Schools download their data from the NSO website for analysis using specially designed image-processing software. The whole experience is designed to stimulate young people and provide an effective learning environment for science, mathematics, information and communications technology (ICT) and a range of other National Curriculum subjects.
The Bradford Robotic Telescopes
The Bradford Telescope is just starting a complete refurbishment programme to link it in with the FTs and provide real astronomy experiences on a smaller (probably 30 cm) system. With telescopes on good sites in Tenerife and Australia, it will fill a gap between those students with the sophistication to use the FTs and those with no knowledge at all. Lesson-ready teacher guides and detailed projects will allow students to follow and support work with their own observations. It is hoped that funding will support similar programmes for the school curricula in Scotland and Northern Ireland.
The Robotic Cyberspace Community Telescope and Observatory (RoCCoTO) currently being constructed near Pontypridd in the South Wales valleys should come online in late 2001. Integrated into the NSO and the FT, the 16-inch robotic Meade will be accessible via the Internet using the university’s website, making available a wide database of images and enabling schools, community education groups and the public to access a telescope facility.
Schools research projects
The telescopes will enable schools to work on current science problems, in collaboration with universities across the UK. These might include studying asteroids and comets, imaging distant galaxies, or searching for variable stars, supernovae and gamma-ray bursts. As a news article for a school, the discovery and naming of a new comet or asteroid, or an exploding supergiant star in a distant galaxy will take some beating!

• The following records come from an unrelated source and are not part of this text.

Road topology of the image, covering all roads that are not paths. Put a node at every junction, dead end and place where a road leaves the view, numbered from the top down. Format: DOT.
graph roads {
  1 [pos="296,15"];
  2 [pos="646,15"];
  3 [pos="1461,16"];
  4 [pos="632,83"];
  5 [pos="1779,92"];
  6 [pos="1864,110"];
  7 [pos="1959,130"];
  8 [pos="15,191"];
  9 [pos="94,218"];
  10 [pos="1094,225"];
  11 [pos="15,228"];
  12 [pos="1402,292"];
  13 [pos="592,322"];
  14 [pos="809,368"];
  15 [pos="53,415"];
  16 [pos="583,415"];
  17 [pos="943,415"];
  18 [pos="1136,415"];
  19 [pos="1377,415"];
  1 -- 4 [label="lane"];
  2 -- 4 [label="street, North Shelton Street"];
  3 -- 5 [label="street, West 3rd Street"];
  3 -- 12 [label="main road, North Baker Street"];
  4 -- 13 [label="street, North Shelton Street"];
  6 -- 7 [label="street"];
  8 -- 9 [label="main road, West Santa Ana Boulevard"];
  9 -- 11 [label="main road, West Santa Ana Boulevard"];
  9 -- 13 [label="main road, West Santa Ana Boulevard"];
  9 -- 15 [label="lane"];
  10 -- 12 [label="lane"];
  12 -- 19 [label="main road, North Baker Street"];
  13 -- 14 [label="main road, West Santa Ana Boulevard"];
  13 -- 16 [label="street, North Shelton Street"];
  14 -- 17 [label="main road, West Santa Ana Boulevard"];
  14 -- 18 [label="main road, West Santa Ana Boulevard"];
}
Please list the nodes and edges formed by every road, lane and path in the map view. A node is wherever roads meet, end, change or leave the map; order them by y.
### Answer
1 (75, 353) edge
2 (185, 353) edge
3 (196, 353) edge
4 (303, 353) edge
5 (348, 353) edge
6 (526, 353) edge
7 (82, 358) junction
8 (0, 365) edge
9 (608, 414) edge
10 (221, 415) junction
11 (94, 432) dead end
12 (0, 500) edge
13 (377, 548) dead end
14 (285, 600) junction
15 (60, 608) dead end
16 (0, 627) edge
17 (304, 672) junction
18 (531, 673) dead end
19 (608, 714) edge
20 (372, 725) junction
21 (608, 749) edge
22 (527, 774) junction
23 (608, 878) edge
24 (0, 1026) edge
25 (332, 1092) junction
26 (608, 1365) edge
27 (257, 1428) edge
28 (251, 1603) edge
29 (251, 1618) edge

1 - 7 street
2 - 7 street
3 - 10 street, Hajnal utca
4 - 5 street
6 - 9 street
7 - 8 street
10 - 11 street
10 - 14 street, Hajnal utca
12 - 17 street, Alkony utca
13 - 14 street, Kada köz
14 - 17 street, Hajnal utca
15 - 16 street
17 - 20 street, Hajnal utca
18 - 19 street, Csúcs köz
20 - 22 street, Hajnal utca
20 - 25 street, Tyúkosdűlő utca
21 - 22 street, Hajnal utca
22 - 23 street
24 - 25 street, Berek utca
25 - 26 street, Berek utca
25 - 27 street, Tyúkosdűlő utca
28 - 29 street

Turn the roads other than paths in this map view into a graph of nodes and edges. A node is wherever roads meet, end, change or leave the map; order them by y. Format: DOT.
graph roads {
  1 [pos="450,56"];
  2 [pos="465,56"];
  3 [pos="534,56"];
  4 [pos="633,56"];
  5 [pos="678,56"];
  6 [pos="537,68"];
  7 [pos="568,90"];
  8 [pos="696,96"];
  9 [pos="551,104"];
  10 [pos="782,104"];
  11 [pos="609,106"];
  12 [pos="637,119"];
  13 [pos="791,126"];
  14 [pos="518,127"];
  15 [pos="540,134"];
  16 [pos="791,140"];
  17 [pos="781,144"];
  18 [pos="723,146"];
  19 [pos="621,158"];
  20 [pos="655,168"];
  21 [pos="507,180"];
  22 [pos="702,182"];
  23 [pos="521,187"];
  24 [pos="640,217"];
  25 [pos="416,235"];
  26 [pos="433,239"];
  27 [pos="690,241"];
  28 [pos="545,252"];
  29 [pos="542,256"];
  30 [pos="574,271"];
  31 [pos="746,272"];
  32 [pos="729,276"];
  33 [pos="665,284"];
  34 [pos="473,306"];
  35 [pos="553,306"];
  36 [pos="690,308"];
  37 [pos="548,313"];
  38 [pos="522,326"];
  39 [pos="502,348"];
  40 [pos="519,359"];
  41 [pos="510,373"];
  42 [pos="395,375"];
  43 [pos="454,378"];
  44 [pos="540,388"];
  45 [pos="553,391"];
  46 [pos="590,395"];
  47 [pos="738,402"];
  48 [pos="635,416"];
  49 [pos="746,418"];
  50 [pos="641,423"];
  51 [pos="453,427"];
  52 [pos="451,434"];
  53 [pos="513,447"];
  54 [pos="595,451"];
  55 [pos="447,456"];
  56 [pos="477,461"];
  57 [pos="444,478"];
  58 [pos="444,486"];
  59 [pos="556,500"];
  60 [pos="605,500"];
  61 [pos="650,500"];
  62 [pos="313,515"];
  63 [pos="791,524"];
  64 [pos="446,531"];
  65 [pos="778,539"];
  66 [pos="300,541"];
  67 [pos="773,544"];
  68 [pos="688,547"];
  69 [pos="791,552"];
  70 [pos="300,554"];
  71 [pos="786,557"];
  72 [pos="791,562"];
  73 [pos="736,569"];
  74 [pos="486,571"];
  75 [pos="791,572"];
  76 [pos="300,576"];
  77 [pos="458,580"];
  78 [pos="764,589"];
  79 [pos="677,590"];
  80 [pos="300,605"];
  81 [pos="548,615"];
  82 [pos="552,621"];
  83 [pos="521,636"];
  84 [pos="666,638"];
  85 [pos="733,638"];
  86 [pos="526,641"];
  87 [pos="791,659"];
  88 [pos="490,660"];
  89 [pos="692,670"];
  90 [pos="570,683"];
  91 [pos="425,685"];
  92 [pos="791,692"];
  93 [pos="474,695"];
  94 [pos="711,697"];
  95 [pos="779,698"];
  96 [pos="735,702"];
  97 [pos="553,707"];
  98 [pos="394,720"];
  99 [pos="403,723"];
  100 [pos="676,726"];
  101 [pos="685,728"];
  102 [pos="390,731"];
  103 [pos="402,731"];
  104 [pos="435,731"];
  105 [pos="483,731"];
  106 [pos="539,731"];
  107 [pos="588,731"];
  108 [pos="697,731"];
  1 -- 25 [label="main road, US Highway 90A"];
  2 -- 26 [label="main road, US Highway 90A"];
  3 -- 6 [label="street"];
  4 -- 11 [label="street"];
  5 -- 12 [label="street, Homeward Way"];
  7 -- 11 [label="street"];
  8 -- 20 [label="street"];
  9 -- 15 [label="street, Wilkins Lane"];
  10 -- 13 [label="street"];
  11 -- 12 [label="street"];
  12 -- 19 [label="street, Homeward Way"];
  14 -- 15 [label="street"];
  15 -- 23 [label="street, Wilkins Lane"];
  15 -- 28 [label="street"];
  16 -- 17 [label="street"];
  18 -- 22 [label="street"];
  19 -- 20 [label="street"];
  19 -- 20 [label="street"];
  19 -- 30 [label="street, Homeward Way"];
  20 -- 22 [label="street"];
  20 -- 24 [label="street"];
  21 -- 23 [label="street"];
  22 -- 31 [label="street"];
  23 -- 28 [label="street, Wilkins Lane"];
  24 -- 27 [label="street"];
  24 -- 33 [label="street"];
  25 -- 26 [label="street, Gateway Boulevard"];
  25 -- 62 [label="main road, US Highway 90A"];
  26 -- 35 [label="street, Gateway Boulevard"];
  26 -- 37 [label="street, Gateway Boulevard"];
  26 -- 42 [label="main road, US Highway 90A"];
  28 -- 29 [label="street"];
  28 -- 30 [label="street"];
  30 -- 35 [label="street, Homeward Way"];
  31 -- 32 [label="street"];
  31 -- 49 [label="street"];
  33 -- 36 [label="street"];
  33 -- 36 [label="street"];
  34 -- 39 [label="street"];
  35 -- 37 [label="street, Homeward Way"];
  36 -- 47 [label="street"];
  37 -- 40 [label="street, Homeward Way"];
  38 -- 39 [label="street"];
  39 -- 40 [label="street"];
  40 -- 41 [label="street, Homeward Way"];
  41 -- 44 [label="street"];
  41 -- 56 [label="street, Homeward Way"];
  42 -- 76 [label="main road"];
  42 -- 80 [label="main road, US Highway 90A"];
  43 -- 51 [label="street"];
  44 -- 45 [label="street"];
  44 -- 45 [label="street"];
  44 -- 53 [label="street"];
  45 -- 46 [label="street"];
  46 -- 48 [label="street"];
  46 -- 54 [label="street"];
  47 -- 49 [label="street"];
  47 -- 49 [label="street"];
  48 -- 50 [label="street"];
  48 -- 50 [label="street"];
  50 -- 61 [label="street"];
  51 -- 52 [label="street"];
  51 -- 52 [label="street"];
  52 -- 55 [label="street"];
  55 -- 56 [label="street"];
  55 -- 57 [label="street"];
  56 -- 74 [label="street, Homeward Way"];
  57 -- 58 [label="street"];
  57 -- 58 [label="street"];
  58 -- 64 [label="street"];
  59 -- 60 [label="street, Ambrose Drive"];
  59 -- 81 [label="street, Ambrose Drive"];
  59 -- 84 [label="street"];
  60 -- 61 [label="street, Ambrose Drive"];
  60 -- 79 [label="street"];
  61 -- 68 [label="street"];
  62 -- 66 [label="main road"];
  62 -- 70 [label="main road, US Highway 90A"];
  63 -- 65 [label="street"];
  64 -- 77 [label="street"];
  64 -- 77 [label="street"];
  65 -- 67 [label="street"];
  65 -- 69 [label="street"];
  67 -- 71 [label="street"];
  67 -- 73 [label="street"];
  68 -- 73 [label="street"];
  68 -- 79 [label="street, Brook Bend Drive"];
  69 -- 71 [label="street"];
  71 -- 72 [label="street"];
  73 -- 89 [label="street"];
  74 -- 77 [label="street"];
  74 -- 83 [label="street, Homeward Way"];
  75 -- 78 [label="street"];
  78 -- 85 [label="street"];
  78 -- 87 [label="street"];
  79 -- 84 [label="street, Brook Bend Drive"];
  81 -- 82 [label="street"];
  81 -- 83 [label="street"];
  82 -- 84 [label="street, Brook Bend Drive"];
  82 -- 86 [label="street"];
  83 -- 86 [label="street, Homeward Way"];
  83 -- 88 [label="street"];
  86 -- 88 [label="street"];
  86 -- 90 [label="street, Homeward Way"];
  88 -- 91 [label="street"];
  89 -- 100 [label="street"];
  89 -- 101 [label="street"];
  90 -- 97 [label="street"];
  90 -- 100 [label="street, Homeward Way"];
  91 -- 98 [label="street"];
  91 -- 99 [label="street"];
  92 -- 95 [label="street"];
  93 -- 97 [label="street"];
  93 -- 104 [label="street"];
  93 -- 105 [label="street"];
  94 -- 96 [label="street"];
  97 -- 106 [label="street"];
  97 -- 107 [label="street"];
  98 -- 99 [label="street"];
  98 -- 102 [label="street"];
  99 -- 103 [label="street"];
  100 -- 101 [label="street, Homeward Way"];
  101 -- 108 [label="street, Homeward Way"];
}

Whilst to astronomers, access to several million pounds’ worth of robotic telescope might seem like a great idea, teachers have understandable concerns about the practicalities of making this work in the classroom. A key component to successfully introducing the various telescopes into the lessons is thus a national programme of teacher training. A comprehensive teacher-training programme will reassure teachers in the off-line and real-time use of robotic telescopes, and in the astronomical knowledge required to maximise the returns from the various projects.
PPARC are funding a 2-year programme of teacher training which covers the technical aspects of controlling the telescopes, and the science that can be done with them.
Faulkes Telescopes and TiE UK:
Dr Paul Roche,
National Schools Astronomer,
Earth & Space Sciences, School of Applied Sciences,
University of Glamorgan, Trefforest CF37 1DL
Tel 01443 480480
Telescopes in Education (USA)
Currently the only active providers of real-time astronomical observing, TiE (USA) uses a dial-in modem on a re-conditioned 24-inch scope at Mt Wilson Observatory outside LA (8 hours time difference to UK). They are hoping to expand to a network of Internet-controlled 14-inch systems in coming years.